Vela, who has coauthored 17 peer-reviewed journal articles and served as a manuscript reviewer for various journals related to athletic training since 2003, is using her research experience to help her mentees navigate the research processes. A big part of her role as mentor, especially to those who are conducting a master’s thesis and doctoral dissertation, is to help them overcome the challenges they encounter along the way.
“My role is to be that person who can listen as they’re navigating those things, and then provide some insights or thought from my own experiences with research,” she said. “And, hopefully, even be that outside lens to say, ‘Let’s look at this problem slightly differently,’ because, especially with doctoral students, they get so in depth with this one particular topic, it’s hard to see the forest through the trees. It requires someone external to help them see that.”
Serving in this role has also been beneficial to Vela as it keeps her curriculum relevant and herself up to date on the evolution of the profession and research being conducted, she said.
“I get a big thrill out of it,” she said. “The nice thing is it’s almost vicarious living. I get to live through them in their research experience.
“The research experience our students are getting now as doctoral students is really exciting to see. … It’s really exciting to see the trajectory, the new questions, the new ideas and the new problems that are being solved in more intricate and elaborate ways.”
Vela said today’s research is a continuation of the research conducted 20 years ago that looked at research problems from a mechanistic lens – now examining the outside factors and personal influences on clinical decision-making.

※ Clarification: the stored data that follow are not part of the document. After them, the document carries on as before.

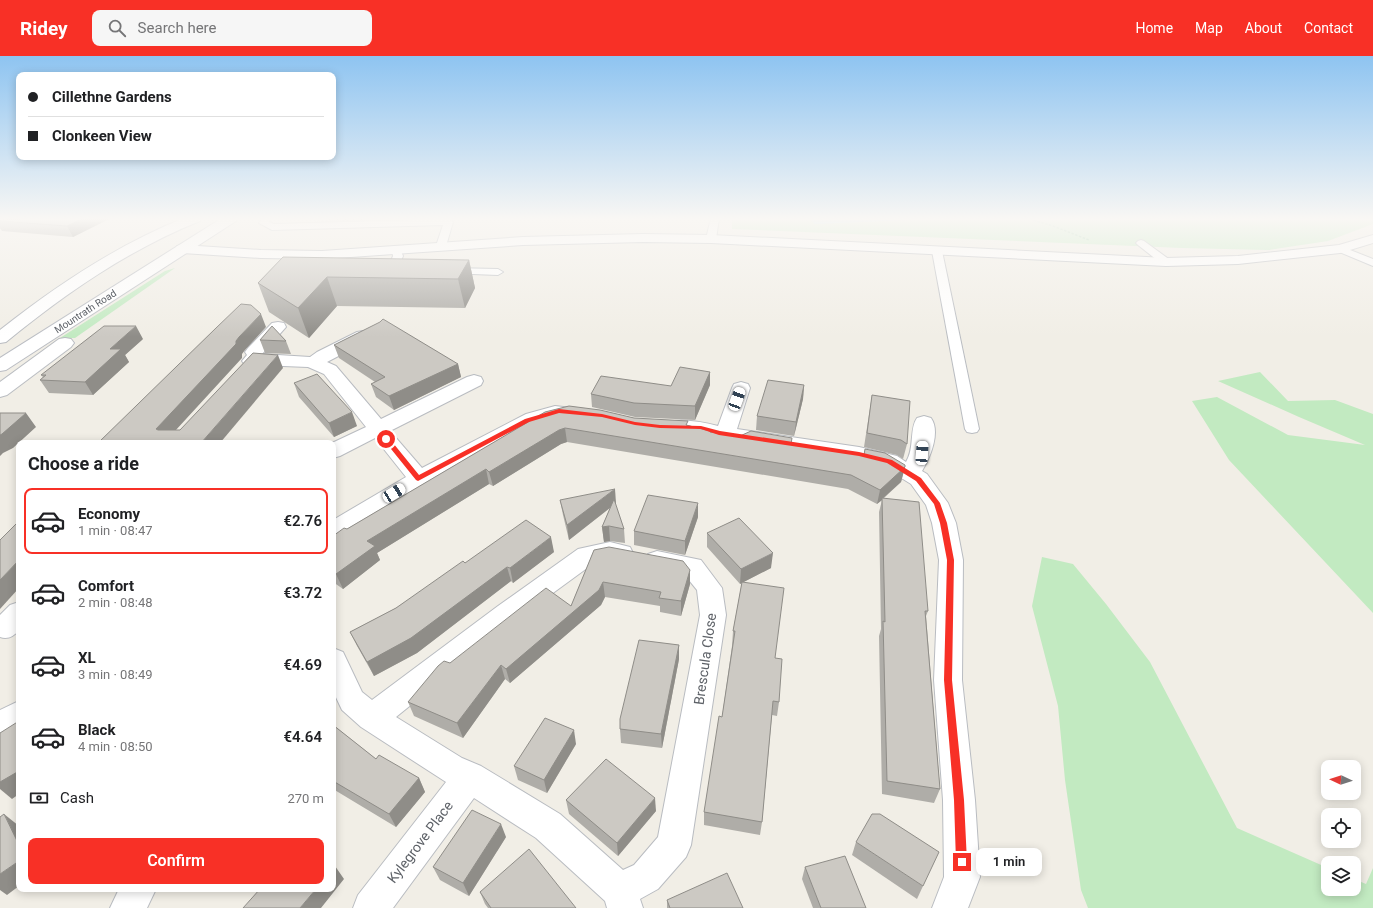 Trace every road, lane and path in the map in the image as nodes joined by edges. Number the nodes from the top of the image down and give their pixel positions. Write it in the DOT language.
graph roads {
  1 [pos="116,258"];
  2 [pos="168,258"];
  3 [pos="397,258"];
  4 [pos="939,258"];
  5 [pos="1078,258"];
  6 [pos="1160,258"];
  7 [pos="1259,258"];
  8 [pos="1361,258"];
  9 [pos="1166,262"];
  10 [pos="1373,263"];
  11 [pos="392,270"];
  12 [pos="407,270"];
  13 [pos="380,271"];
  14 [pos="437,271"];
  15 [pos="498,272"];
  16 [pos="278,327"];
  17 [pos="377,330"];
  18 [pos="0,338"];
  19 [pos="65,342"];
  20 [pos="253,360"];
  21 [pos="2,363"];
  22 [pos="314,363"];
  23 [pos="238,376"];
  24 [pos="474,381"];
  25 [pos="742,388"];
  26 [pos="0,391"];
  27 [pos="588,414"];
  28 [pos="924,422"];
  29 [pos="648,425"];
  30 [pos="378,428"];
  31 [pos="972,428"];
  32 [pos="725,434"];
  33 [pos="336,449"];
  34 [pos="908,473"];
  35 [pos="418,478"];
  36 [pos="336,529"];
  37 [pos="336,666"];
  38 [pos="16,716"];
  39 [pos="372,718"];
  40 [pos="0,726"];
  41 [pos="470,777"];
  42 [pos="136,892"];
  43 [pos="622,899"];
  44 [pos="128,908"];
  45 [pos="371,908"];
  46 [pos="950,908"];
  1 -- 18 [label="street"];
  2 -- 21 [label="street, Mountrath Road"];
  3 -- 11 [label="lane"];
  4 -- 31 [label="lane"];
  5 -- 9 [label="street"];
  6 -- 9 [label="lane"];
  7 -- 9 [label="street"];
  8 -- 10 [label="lane"];
  11 -- 12 [label="lane"];
  11 -- 13 [label="lane"];
  14 -- 15 [label="lane"];
  16 -- 20 [label="street"];
  17 -- 22 [label="street"];
  19 -- 26 [label="street"];
  20 -- 22 [label="street"];
  20 -- 23 [label="street"];
  22 -- 30 [label="street"];
  24 -- 30 [label="street"];
  25 -- 32 [label="street"];
  27 -- 35 [label="street"];
  28 -- 34 [label="street"];
  29 -- 32 [label="street"];
  30 -- 33 [label="street"];
  30 -- 35 [label="street"];
  32 -- 34 [label="street"];
  34 -- 46 [label="street"];
  35 -- 36 [label="street"];
  37 -- 39 [label="street, Brescula Close"];
  38 -- 40 [label="street"];
  39 -- 41 [label="street, Brescula Close"];
  39 -- 43 [label="street, Brescula Close"];
  41 -- 43 [label="street, Brescula Close"];
  41 -- 45 [label="street, Kylegrove Place"];
  42 -- 44 [label="street"];
} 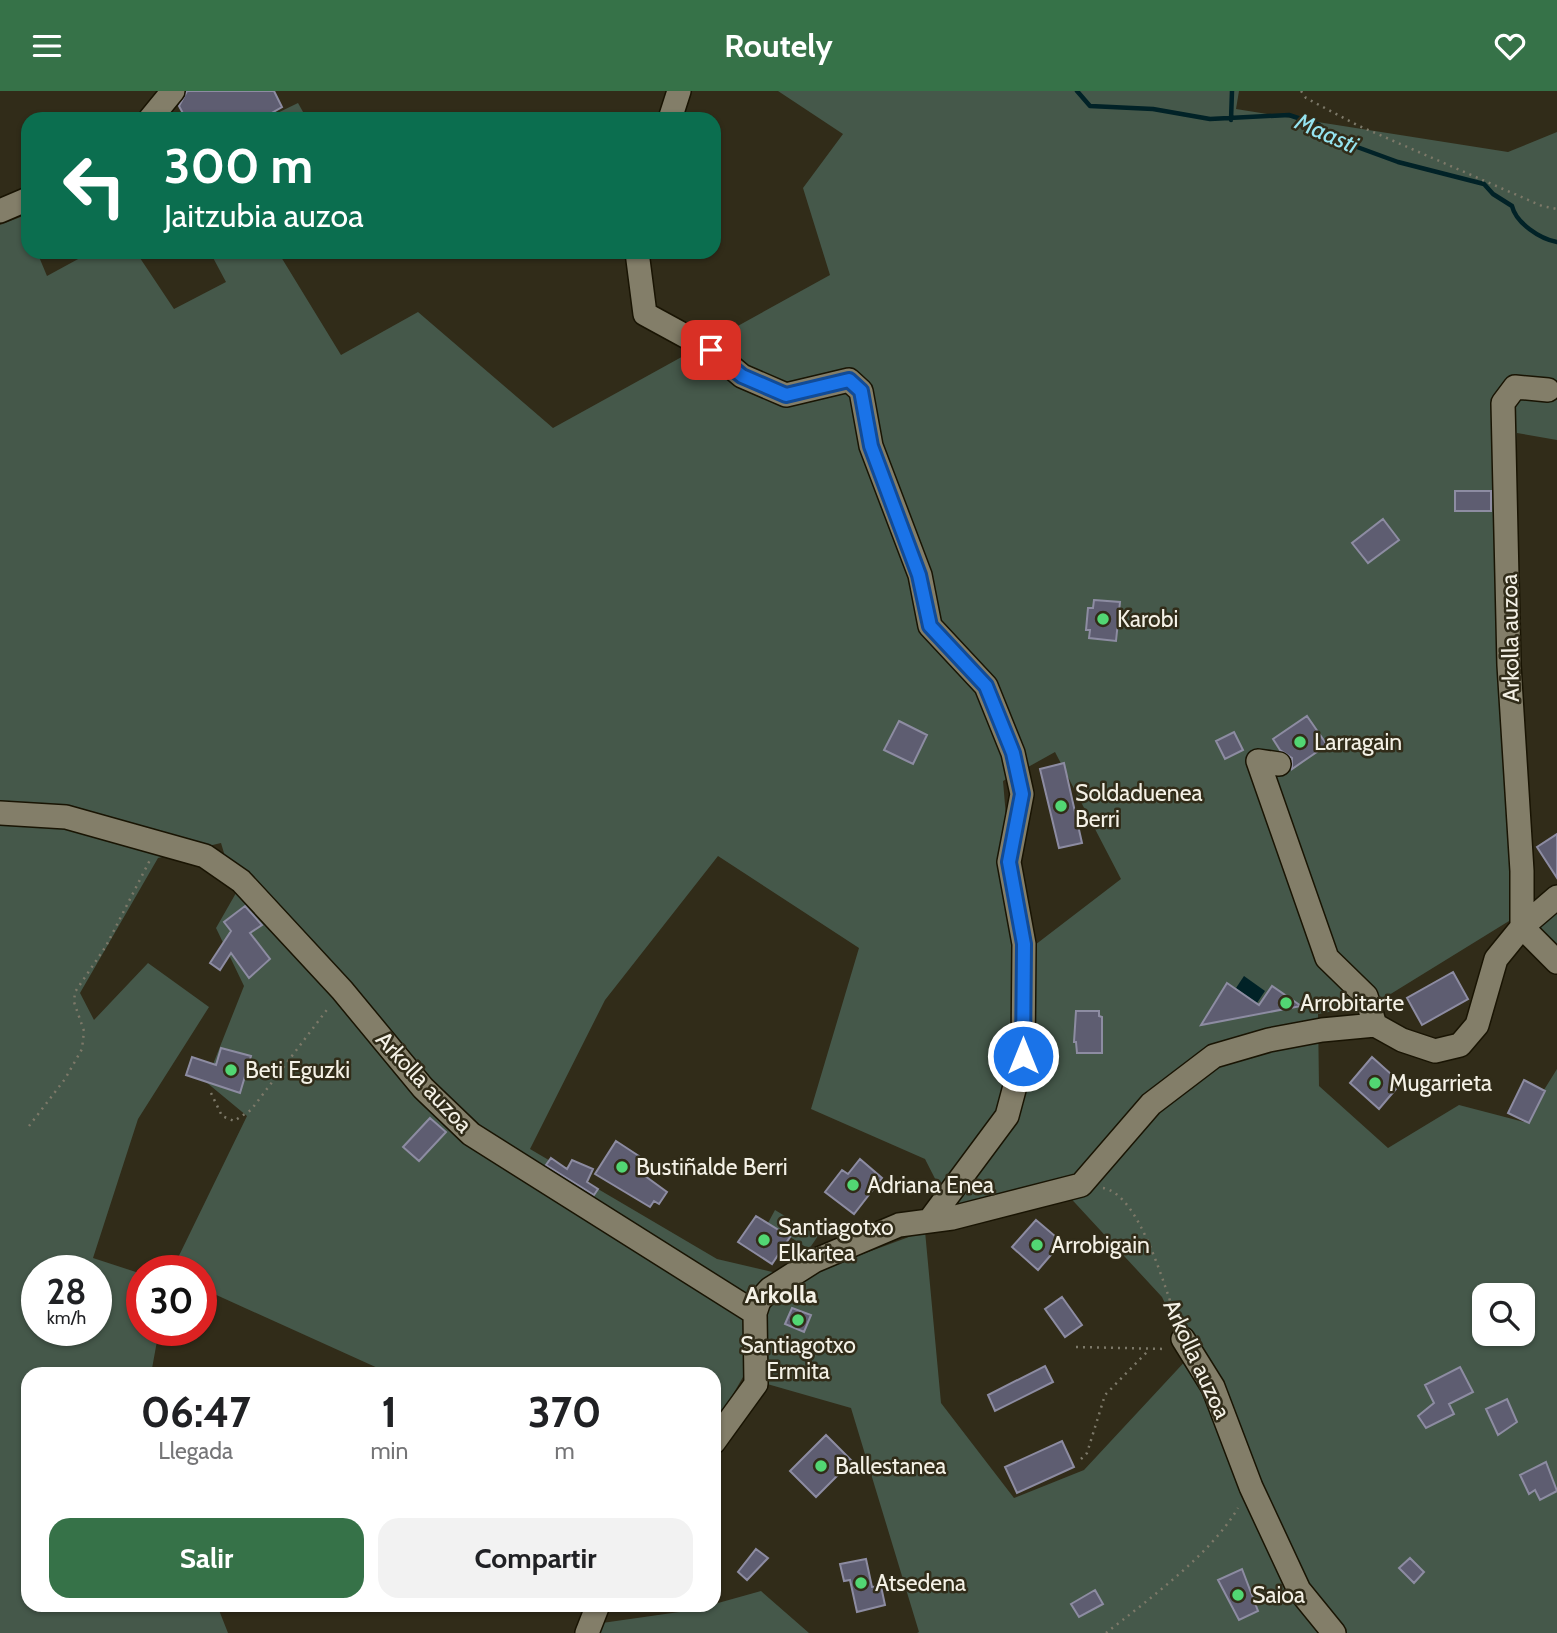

“We’re thinking more big picture and recognizing the role of systems and infrastructure and things outside of each [patient] that play into their outcomes,” she said, adding that one such example is the research conducted by Mayrena Hernandez, MPH, LAT, ATC, a former student of Vela’s focused on risk prevention and social determinates of health.
“It’s just so interesting because the whole understanding of that as a role in health care and in outcomes for patients really didn’t emerge until more recently, particularly in the realm of athletic training. … It’s really exciting to see someone like May being able to answer these questions. … [It’s a] more robust way of looking at patient-centered care.”
By fostering the next generation of researchers and pooling resources to answer the big questions about patient care, Vela is excited about what’s on the horizon for athletic training.
“I’ve seen a lot more inter-institutional collaboration when it comes to research because we’re recognizing, as a profession, whether it be questions about how to best educate our student or how to best be health care providers, these questions are so big that we really have to pool our resources and work collaboratively,” she said.